Chi come te si espone, anche mediaticamente, in prima persona all’interno di contesti spinosi, spesso diventa un personaggio scomodo. Finora, hai mai ricevuto minacce?
No, per il momento no. Ma, in realtà, non è ancora accaduto nulla. Se in futuro si verificheranno importanti cambiamenti tali da limitare il potere di chi ha spadroneggiato indisturbato, allora sì: mi aspetto che possano arrivare minacce, anche molto serie, contro di me.
Il 19 dicembre scorso, pochi giorni dopo la nostra intervista, Hassan Diab è stato incaricato dal presidente Aoun di formare un Governo tecnico. La sua nomina ha fatto storcere il naso a molti. Diab, infatti, ha da sempre il sostegno di Hezbollah. Il nuovo scenario politico ha portato quindi i libanesi a scendere di nuovo in piazza, arrivando fin sotto la casa del nuovo Premier.

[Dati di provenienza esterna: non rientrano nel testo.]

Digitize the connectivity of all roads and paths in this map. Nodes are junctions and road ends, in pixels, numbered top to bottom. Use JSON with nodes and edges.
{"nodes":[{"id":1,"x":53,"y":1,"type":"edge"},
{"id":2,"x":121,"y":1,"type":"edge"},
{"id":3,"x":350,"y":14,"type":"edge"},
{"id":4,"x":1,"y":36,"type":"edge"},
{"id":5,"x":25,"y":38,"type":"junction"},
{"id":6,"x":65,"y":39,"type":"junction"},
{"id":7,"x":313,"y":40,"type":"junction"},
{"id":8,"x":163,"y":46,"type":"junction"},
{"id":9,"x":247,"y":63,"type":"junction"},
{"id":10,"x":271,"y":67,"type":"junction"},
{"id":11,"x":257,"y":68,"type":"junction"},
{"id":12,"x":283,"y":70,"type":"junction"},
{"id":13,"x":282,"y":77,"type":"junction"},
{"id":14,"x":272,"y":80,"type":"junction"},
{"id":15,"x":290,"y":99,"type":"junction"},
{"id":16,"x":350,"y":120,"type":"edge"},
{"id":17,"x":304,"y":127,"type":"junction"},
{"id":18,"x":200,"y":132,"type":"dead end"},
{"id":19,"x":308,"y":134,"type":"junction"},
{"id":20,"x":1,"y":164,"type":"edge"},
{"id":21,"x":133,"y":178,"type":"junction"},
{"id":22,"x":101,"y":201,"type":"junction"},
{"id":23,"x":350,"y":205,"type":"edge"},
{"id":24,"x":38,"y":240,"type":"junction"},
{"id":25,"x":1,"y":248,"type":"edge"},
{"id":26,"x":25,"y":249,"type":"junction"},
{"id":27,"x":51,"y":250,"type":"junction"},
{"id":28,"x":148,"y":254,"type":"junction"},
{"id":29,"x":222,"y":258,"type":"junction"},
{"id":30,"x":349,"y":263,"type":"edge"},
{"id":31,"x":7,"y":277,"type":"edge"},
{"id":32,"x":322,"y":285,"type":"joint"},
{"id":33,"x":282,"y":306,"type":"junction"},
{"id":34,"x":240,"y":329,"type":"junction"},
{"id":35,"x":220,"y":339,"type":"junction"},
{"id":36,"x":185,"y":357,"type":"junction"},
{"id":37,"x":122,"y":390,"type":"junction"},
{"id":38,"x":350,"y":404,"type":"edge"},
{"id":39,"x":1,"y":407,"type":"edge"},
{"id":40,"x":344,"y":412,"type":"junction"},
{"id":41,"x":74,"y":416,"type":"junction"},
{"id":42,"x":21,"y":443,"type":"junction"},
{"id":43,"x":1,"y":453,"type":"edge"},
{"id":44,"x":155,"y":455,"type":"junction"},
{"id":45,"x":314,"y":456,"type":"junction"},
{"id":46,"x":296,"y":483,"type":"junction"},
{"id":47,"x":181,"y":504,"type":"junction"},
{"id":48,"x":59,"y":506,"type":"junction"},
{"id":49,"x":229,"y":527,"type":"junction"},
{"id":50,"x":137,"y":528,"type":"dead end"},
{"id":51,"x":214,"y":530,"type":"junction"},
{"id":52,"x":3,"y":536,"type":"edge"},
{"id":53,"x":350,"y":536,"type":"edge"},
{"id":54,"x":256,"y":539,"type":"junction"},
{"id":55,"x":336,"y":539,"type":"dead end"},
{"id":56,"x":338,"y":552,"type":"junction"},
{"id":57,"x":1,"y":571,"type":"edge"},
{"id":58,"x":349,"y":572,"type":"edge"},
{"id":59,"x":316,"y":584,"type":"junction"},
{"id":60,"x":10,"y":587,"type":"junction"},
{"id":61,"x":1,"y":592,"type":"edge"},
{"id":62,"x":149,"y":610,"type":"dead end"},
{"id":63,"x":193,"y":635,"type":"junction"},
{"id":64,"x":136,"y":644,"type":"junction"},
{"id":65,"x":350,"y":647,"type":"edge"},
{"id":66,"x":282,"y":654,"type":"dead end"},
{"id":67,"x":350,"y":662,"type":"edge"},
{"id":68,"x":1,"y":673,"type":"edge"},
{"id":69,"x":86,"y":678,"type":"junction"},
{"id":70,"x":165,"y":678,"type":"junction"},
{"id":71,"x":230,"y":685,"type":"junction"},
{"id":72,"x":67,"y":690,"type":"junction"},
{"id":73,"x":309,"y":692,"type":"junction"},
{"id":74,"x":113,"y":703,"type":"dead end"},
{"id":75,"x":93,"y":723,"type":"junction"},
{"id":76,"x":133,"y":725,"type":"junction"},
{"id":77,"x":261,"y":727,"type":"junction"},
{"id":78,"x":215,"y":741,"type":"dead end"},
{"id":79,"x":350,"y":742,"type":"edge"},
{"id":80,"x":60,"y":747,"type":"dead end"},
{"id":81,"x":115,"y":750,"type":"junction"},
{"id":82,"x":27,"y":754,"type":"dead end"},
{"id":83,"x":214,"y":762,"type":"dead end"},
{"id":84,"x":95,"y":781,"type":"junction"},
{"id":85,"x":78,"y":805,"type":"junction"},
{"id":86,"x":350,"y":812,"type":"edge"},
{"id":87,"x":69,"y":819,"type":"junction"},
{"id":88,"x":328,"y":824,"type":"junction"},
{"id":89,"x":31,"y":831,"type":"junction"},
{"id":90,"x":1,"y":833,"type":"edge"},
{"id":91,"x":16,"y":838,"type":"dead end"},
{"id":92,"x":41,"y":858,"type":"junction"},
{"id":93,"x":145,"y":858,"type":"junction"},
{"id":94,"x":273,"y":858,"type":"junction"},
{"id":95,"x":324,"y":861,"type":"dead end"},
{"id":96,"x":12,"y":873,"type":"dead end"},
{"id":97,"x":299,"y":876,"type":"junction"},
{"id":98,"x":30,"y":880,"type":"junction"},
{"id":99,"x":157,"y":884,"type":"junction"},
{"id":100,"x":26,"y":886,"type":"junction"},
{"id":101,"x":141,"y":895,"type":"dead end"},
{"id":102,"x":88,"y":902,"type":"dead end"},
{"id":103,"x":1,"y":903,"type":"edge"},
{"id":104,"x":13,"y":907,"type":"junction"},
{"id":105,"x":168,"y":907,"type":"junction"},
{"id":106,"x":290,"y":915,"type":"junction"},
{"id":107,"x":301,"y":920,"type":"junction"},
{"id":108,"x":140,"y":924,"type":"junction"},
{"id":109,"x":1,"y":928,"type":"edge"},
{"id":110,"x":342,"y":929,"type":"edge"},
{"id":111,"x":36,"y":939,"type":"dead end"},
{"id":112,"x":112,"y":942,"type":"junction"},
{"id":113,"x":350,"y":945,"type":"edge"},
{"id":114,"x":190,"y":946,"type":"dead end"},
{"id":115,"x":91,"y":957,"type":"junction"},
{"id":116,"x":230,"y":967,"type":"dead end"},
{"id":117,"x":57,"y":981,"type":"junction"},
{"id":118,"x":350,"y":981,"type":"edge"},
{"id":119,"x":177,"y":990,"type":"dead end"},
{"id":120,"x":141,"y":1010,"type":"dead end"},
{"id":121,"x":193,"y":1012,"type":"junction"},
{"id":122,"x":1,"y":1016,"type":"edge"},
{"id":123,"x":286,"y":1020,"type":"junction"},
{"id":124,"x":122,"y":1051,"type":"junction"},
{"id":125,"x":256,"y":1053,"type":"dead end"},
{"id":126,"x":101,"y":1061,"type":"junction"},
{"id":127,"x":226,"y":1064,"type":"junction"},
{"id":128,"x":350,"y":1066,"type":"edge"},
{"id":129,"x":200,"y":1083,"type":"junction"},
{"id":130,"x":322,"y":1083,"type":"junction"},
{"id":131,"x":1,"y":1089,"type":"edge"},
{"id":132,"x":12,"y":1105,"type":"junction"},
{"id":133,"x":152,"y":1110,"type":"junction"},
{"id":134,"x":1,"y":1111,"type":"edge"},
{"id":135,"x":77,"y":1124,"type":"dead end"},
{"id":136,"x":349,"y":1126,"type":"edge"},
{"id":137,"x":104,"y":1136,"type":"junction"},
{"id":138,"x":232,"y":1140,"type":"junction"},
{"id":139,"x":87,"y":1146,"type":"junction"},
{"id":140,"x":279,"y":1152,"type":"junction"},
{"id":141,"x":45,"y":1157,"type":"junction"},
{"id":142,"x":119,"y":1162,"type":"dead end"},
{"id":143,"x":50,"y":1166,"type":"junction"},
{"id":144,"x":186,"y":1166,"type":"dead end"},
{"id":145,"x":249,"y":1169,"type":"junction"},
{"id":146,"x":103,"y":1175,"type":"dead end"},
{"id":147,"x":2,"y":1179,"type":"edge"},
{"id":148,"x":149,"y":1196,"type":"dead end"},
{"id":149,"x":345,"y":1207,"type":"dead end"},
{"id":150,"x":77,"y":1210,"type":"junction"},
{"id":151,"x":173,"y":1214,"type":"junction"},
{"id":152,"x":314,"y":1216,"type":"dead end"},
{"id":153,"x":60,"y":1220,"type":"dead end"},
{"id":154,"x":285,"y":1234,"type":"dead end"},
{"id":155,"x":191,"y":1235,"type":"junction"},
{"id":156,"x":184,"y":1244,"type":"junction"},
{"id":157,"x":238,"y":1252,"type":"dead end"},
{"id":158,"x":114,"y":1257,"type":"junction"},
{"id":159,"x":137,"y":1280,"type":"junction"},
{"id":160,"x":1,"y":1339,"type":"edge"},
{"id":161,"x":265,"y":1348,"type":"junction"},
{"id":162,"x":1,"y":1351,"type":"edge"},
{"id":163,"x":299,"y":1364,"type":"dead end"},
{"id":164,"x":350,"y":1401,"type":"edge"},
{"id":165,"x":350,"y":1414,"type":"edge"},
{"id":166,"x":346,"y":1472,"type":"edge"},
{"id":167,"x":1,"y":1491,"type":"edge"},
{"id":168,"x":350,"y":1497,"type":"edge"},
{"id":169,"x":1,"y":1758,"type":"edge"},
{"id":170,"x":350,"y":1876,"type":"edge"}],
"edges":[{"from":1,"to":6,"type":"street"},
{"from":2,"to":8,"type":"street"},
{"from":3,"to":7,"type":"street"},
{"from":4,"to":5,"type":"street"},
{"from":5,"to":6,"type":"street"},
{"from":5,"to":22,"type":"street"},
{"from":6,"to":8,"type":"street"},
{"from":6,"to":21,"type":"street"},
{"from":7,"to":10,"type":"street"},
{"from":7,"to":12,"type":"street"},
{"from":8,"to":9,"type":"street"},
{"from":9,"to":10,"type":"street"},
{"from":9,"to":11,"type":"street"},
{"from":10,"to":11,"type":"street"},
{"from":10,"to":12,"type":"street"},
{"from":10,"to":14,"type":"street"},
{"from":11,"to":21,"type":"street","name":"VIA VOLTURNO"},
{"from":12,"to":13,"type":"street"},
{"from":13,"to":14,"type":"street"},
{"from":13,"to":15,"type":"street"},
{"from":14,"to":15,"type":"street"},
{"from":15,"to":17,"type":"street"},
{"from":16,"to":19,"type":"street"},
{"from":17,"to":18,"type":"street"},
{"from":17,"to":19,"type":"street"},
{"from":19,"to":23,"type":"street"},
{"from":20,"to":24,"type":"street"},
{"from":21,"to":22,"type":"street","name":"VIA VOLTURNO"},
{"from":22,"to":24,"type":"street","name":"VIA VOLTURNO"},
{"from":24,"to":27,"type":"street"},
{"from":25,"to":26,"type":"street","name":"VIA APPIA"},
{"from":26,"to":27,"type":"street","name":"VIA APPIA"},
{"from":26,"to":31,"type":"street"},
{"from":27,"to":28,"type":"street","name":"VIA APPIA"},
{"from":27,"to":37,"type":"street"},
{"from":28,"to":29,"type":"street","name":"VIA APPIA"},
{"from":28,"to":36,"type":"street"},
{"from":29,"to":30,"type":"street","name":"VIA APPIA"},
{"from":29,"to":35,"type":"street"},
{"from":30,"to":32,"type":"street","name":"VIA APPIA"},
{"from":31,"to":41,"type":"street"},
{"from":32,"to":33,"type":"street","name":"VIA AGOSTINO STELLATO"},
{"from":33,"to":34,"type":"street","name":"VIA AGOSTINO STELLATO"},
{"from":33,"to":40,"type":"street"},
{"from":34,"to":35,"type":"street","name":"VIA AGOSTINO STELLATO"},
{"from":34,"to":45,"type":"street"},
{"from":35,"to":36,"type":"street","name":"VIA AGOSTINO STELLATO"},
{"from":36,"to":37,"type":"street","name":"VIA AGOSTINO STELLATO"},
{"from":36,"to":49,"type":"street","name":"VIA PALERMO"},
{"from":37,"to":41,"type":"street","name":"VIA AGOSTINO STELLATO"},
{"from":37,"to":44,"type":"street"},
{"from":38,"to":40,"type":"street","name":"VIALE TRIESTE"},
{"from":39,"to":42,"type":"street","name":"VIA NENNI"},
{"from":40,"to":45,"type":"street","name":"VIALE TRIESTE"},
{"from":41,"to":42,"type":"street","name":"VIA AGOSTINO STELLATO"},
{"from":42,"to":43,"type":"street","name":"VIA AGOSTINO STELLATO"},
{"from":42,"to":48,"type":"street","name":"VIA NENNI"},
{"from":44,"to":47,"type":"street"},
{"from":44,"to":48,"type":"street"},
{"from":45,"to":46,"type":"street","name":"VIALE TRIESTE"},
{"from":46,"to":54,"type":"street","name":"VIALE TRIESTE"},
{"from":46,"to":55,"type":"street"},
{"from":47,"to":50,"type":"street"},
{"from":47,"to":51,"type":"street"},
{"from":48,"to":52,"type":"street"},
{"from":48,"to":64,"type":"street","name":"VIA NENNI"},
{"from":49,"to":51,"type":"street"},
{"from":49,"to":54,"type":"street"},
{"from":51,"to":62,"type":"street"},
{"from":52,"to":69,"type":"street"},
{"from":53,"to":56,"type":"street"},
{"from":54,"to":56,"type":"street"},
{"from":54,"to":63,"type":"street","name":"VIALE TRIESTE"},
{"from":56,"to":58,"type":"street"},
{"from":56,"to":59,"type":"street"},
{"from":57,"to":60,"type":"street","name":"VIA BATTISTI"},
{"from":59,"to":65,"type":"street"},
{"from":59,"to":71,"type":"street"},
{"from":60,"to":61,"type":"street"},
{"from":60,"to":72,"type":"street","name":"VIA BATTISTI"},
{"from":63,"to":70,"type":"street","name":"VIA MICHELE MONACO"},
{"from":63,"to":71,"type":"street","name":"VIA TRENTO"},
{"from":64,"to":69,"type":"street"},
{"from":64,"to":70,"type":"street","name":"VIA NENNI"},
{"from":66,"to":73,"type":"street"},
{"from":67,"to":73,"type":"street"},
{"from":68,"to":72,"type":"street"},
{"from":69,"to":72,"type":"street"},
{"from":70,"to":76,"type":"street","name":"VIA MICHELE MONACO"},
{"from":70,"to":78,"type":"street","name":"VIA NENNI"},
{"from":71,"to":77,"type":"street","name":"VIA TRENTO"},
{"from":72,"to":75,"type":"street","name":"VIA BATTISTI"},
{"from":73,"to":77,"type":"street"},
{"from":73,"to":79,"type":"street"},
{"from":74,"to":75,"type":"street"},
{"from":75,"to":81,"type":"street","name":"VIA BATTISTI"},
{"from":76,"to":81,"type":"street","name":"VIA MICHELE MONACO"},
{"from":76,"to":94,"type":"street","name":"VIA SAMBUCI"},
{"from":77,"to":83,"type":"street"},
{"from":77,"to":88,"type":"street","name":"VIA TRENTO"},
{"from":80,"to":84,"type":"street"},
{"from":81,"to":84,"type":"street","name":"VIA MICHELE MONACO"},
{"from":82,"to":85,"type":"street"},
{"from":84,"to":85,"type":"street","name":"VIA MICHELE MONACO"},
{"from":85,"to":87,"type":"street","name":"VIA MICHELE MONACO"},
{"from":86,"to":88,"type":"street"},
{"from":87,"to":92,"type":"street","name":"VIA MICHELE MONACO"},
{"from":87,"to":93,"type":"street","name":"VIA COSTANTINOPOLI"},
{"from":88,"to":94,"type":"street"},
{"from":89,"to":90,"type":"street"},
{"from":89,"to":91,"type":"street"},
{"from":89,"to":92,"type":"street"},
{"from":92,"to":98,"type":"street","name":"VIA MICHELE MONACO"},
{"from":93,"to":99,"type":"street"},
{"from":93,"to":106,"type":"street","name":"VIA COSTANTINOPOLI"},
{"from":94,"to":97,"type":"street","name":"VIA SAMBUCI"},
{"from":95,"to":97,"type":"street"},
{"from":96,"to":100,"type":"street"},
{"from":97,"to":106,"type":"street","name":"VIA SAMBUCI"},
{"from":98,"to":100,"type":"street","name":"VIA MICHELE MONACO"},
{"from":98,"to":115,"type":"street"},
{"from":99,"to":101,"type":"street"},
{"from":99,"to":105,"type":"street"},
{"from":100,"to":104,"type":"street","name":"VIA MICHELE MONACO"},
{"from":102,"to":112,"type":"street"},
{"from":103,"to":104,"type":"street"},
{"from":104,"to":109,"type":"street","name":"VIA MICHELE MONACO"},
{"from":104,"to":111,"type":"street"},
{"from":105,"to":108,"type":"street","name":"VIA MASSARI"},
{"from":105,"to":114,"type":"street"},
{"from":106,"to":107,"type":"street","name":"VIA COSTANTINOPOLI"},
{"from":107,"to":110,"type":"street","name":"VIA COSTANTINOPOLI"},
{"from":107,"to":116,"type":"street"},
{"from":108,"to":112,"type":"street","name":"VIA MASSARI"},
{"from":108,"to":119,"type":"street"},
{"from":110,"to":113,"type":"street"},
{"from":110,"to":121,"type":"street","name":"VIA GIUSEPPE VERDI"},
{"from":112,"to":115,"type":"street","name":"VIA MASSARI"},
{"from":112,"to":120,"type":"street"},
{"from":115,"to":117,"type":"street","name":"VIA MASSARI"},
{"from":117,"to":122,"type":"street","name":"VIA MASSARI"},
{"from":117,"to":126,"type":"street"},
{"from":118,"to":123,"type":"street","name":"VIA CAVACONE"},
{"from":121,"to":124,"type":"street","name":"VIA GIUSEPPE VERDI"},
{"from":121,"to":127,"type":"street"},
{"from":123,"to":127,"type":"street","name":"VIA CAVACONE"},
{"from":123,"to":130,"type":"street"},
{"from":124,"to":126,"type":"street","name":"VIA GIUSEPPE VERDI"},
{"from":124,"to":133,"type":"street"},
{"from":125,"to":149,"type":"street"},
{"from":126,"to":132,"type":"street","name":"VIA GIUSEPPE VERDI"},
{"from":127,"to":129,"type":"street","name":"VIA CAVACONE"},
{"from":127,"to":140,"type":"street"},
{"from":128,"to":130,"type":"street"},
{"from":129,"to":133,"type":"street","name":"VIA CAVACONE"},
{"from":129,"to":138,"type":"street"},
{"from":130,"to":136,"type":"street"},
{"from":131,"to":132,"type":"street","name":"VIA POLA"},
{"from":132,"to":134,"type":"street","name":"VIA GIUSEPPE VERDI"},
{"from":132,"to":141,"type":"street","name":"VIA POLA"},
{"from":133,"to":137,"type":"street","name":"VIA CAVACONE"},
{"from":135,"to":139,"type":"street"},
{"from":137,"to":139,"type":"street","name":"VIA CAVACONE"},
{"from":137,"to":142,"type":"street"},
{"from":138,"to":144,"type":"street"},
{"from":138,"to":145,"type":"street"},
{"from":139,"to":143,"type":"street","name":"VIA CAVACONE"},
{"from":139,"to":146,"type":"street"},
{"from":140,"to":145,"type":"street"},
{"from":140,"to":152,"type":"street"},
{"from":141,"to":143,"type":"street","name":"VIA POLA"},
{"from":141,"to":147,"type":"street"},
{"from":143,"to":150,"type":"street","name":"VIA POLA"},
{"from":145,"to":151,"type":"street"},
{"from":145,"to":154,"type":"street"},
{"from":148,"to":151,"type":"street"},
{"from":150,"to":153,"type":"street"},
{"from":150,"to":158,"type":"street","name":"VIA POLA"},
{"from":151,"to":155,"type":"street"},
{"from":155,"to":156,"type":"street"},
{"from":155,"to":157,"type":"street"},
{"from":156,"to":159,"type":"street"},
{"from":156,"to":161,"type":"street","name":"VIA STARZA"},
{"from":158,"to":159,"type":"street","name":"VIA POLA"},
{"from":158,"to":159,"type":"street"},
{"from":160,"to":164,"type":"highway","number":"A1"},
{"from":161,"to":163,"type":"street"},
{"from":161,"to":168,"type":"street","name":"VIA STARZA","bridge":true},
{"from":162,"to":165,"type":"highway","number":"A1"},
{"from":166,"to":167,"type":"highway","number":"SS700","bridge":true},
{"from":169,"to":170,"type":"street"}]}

Alla delicata situazione interna vanno poi sommate le ultime tensioni tra Iran e Stati Uniti, la cui eco si fa sentire anche in Libano. Molti libanesi, soprattutto di fede sciita, hanno pianto l’assassinio di Soleimani.
In Medioriente, ciò che accade in ogni singolo Stato si ripercuote fortemente anche sui Paesi confinanti.
Il califfo Alī ibn Abī T̩ālib, circa 20 anni dopo la morte di Maometto, a proposito del Medioriente scrisse: “sia amici che nemici sono di tre tipi. I tuoi amici sono: il tuo amico, l’amico del tuo amico e il nemico del tuo nemico. I tuoi nemici sono: il tuo nemico, il nemico del tuo amico e l’amico del tuo nemico”.